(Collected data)
= Beginning of Section =

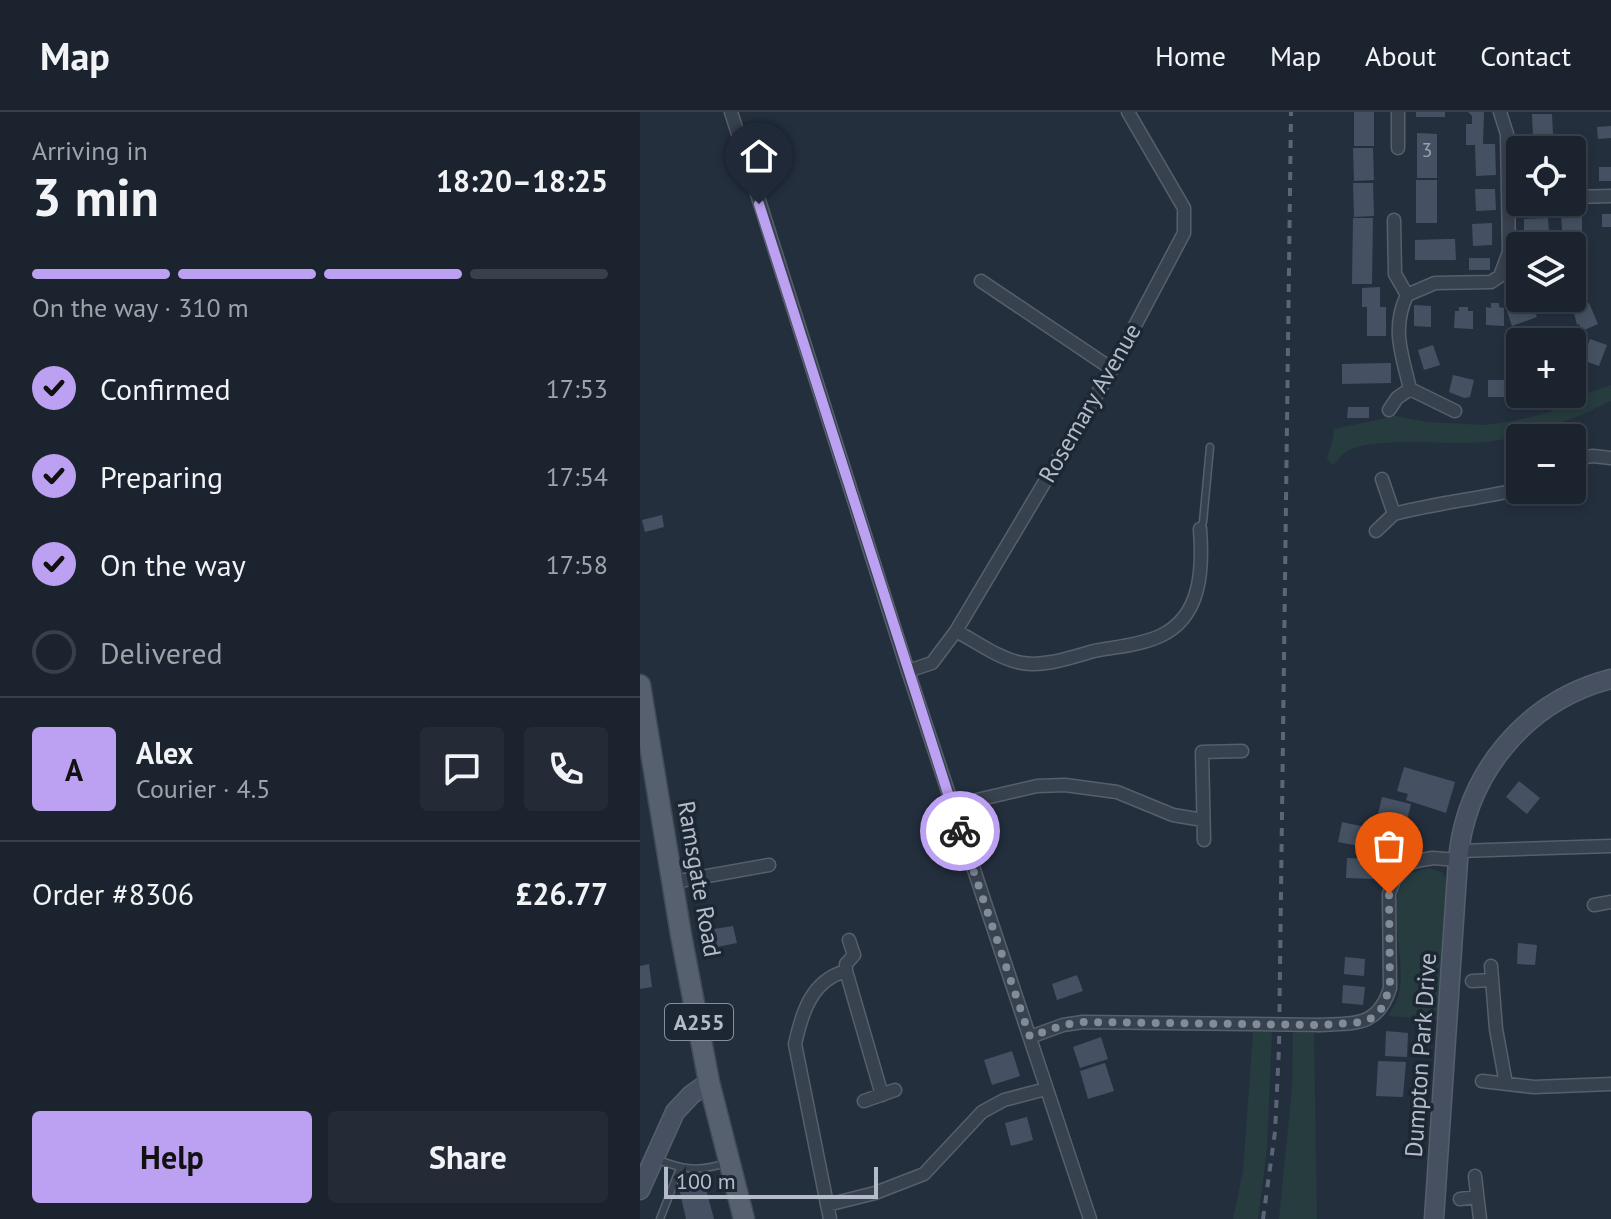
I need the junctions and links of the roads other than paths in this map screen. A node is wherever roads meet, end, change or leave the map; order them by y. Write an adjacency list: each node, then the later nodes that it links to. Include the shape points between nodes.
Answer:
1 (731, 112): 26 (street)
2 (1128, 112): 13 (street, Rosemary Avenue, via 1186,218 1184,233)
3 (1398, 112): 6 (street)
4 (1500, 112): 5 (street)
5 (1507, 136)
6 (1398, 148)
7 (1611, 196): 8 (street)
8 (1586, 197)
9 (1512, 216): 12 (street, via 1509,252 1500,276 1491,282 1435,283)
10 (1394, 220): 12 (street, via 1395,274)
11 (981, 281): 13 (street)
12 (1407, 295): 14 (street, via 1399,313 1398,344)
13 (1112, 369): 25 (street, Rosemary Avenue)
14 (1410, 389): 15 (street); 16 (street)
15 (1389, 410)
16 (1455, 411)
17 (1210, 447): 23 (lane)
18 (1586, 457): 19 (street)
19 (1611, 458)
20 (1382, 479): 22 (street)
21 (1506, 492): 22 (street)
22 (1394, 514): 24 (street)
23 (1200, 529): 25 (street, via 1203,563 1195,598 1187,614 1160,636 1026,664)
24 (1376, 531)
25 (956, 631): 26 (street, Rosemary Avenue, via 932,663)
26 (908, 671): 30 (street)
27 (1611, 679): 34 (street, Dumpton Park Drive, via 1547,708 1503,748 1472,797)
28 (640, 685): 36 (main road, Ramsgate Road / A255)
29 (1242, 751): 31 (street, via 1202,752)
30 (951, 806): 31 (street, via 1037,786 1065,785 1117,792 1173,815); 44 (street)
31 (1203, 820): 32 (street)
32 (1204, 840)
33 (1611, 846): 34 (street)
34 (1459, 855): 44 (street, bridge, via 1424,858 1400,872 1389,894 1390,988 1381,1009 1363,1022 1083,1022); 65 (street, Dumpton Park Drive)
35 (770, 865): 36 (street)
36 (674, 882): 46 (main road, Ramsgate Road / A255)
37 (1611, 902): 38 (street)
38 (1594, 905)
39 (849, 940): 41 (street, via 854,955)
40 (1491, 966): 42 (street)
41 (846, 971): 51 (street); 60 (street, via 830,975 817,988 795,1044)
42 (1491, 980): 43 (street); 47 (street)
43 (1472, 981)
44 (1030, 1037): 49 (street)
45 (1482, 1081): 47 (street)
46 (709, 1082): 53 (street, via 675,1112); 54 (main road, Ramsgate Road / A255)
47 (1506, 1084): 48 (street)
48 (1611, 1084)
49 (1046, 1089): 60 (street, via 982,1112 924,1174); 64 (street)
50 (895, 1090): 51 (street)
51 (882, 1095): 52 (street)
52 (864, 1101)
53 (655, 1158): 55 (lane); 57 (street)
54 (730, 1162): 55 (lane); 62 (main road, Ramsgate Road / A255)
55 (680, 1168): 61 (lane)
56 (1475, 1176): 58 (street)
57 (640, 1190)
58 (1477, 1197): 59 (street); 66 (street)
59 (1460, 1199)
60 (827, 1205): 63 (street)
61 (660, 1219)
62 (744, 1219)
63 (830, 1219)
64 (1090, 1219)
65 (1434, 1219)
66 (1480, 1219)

= End of Section =

■ WHAT YOU NEED TO DO
Examine each line of the records above and tally those with the string "main". State the total alone.

■ TASK RESULT
4